Omega 3 Nedir? Omega 3’ün Faydaları Nelerdir?

Son Güncelleme Tarihi: 05.04.2023
Omega 3 Nedir? Omega 3’ün Faydaları Nelerdir?
İçindekiler

    Omega 3 Nedir?

    İnsan vücudunun birçok farklı fonksiyonu ve görevi bulunur. Bu yapının sağlıklı ve uyumlu bir şekilde işleyebilmesi için, vücut dışarıdan alınması gereken bazı maddelere ihtiyaç duyar. Bu maddelerin eksik olduğu durumlarda vücuttaki bazı işlevlerde aksaklıklar görülebilir. Var oldukları durumlarda ise vücudun sağlıklı bir şekilde çalışmasını ve gelişim göstermesini sağlarlar. Bu doğrultuda Omega3, kişinin dışarıdan alması gereken en önemli bileşenlerden bir tanesidir. 

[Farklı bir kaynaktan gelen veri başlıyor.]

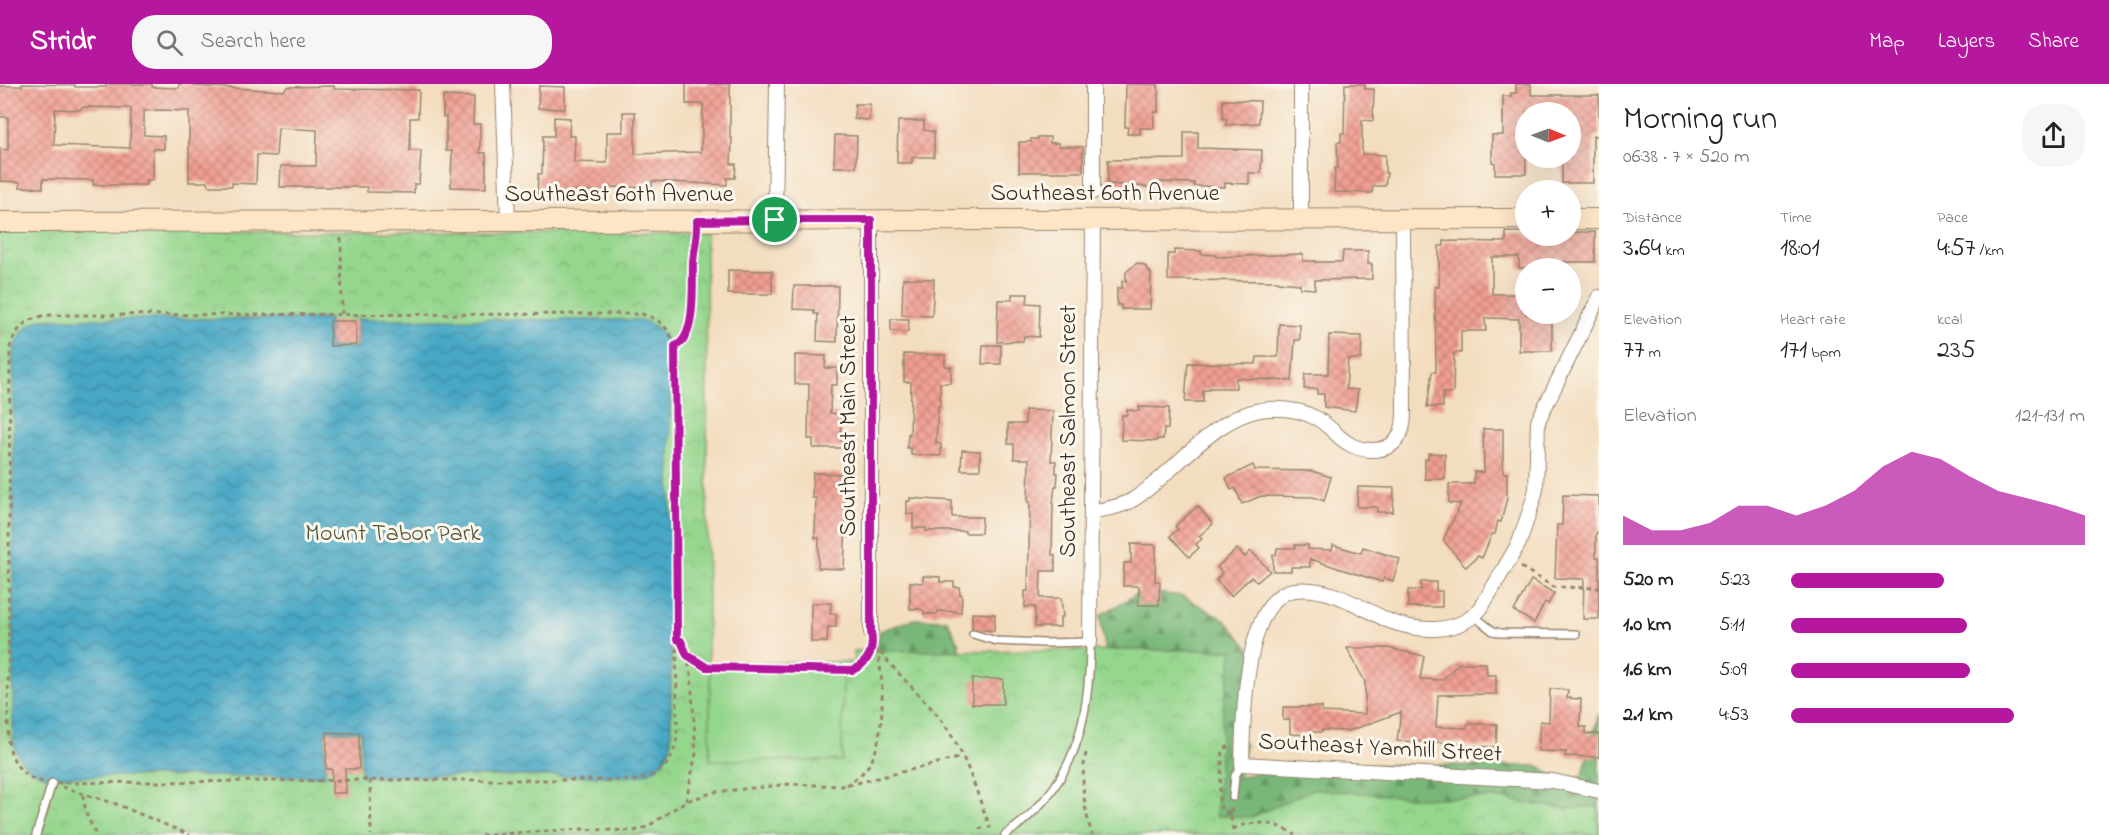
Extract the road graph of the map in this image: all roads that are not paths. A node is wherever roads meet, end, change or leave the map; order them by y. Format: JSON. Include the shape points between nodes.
{"nodes":[{"id":1,"x":503,"y":84,"type":"edge"},
{"id":2,"x":777,"y":84,"type":"edge"},
{"id":3,"x":1093,"y":84,"type":"edge"},
{"id":4,"x":1301,"y":84,"type":"edge"},
{"id":5,"x":1093,"y":192,"type":"dead end"},
{"id":6,"x":1301,"y":219,"type":"junction"},
{"id":7,"x":1515,"y":219,"type":"edge"},
{"id":8,"x":1581,"y":219,"type":"edge"},
{"id":9,"x":1599,"y":219,"type":"edge"},
{"id":10,"x":775,"y":220,"type":"junction"},
{"id":11,"x":871,"y":220,"type":"junction"},
{"id":12,"x":1093,"y":220,"type":"junction"},
{"id":13,"x":1403,"y":220,"type":"junction"},
{"id":14,"x":508,"y":221,"type":"junction"},
{"id":15,"x":0,"y":222,"type":"edge"},
{"id":16,"x":1599,"y":297,"type":"edge"},
{"id":17,"x":1091,"y":512,"type":"junction"},
{"id":18,"x":1474,"y":616,"type":"junction"},
{"id":19,"x":973,"y":634,"type":"dead end"},
{"id":20,"x":1576,"y":634,"type":"dead end"},
{"id":21,"x":872,"y":638,"type":"road end"},
{"id":22,"x":1090,"y":642,"type":"junction"},
{"id":23,"x":1242,"y":764,"type":"junction"},
{"id":24,"x":52,"y":783,"type":"road end"},
{"id":25,"x":1599,"y":791,"type":"edge"},
{"id":26,"x":1233,"y":797,"type":"road end"},
{"id":27,"x":36,"y":835,"type":"edge"},
{"id":28,"x":1005,"y":835,"type":"edge"}],
"edges":[{"from":1,"to":14,"type":"street"},
{"from":2,"to":10,"type":"street"},
{"from":3,"to":5,"type":"street"},
{"from":4,"to":6,"type":"street"},
{"from":6,"to":12,"type":"main road","name":"Southeast 60th Avenue"},
{"from":6,"to":13,"type":"main road","name":"Southeast 60th Avenue"},
{"from":7,"to":13,"type":"main road","name":"Southeast 60th Avenue"},
{"from":8,"to":9,"type":"main road"},
{"from":10,"to":11,"type":"main road","name":"Southeast 60th Avenue"},
{"from":10,"to":14,"type":"main road","name":"Southeast 60th Avenue"},
{"from":11,"to":12,"type":"main road","name":"Southeast 60th Avenue"},
{"from":11,"to":21,"type":"street","name":"Southeast Main Street"},
{"from":12,"to":17,"type":"street","name":"Southeast Salmon Street"},
{"from":13,"to":17,"type":"street","via":[[1404,410],[1401,434],[1396,441],[1377,450],[1359,449],[1307,414],[1268,409],[1243,415],[1218,429],[1134,500]]},
{"from":14,"to":15,"type":"main road","name":"Southeast 60th Avenue"},
{"from":16,"to":18,"type":"street","via":[[1539,421],[1536,489],[1520,543]]},
{"from":17,"to":22,"type":"street","name":"Southeast Salmon Street"},
{"from":18,"to":20,"type":"lane","via":[[1501,633]]},
{"from":18,"to":23,"type":"street","name":"Southeast Yamhill Street","via":[[1447,628],[1413,628],[1327,592],[1296,590],[1281,595],[1268,608],[1253,643]]},
{"from":19,"to":22,"type":"lane","via":[[996,641]]},
{"from":22,"to":28,"type":"lane","via":[[1087,703],[1072,758],[1054,788]]},
{"from":23,"to":25,"type":"street","name":"Southeast Yamhill Street","via":[[1553,780]]},
{"from":23,"to":26,"type":"lane"},
{"from":24,"to":27,"type":"lane"}]}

    Omega-3, içerisinde doymamış yağ asitlerini bulunduran bir bileşiktir. Toplumda bilindiği üzere en yoğun olarak balık yağında bulunur. Omega 3 sayesinde vücuttaki hücre gelişimi ve kas aktiviteleri düzenlenir. Vücuda dışarıdan alınan Omega 3 asidinin bir diğer önemli görevi ise vücutta bulunan yağın enerjiye dönüştürülmesidir.

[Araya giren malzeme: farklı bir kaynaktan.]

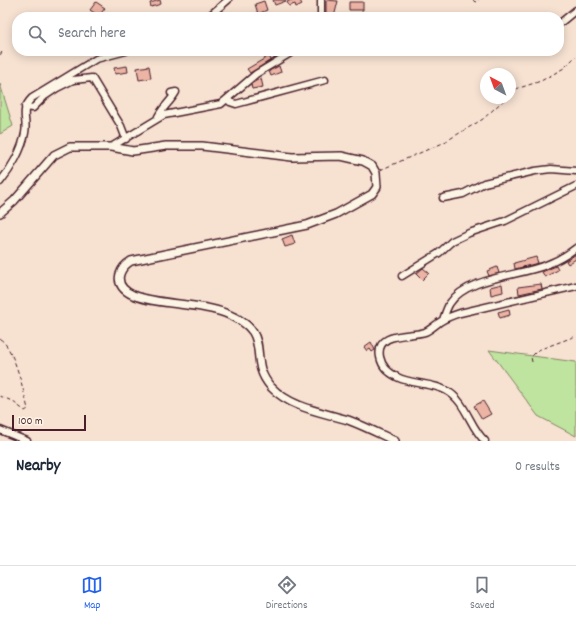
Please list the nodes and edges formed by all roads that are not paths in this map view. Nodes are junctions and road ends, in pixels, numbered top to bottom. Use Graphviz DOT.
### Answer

    Omega 3 Çeşitleri Nelerdir?

    Omega 3, üç farklı alt türe ayrılmaktadır. Bu üç alt türün de alınabileceği kaynaklar, vücuda etki ediş biçimleri ve yapısal özellikleri farklıdır. İnsan fizyolojisi temel olarak bu üç Omega 3 türüne de gereksinim duymaktadır.  Bu alt türlerden birisi asıl olarak bitki yağlarında bulunan linolenik asit (ALA)'dır. Diğer iki Omega 3 tipi ise balık yağı ve benzeri deniz ürünlerinde bulunan eikosapentaenoik asit (EPA) ve dokosaheksaenoik asit (DHA) olarak adlandırılır.

    Bahsedilen her omega 3 türünün vücut üzerinde farklı ve önemli bir etkisi vardır. Örneğin deniz ürünlerinin içeriğinde yüksek miktarda bulunan EPA, vücutlarında enflamasyon (iltihap) bulunan kişiler için oldukça faydalıdır ve aynı zamanda kişinin beyin fonksiyonlarının daha etkin bir şekilde çalışmasını sağlar. Bu etkisiyle hem kişi kendisini daha zinde hissederken hem de depresyon gibi çeşitli psikolojik rahatsızlıklardan korunabilir.

    DHA ise asıl olarak balık yağının içerisinde yer almaktadır. DHA beynin işleyişi ve gözün işlevini düzenlemek açısından oldukça büyük bir öneme sahiptir. Göz ile beyin arasında iletişim kuran sinirlerin düzgün şekilde çalışmasını sağlar. Aynı zamanda hücre zarlarını yenileme ve koruma görevini üstlenir. 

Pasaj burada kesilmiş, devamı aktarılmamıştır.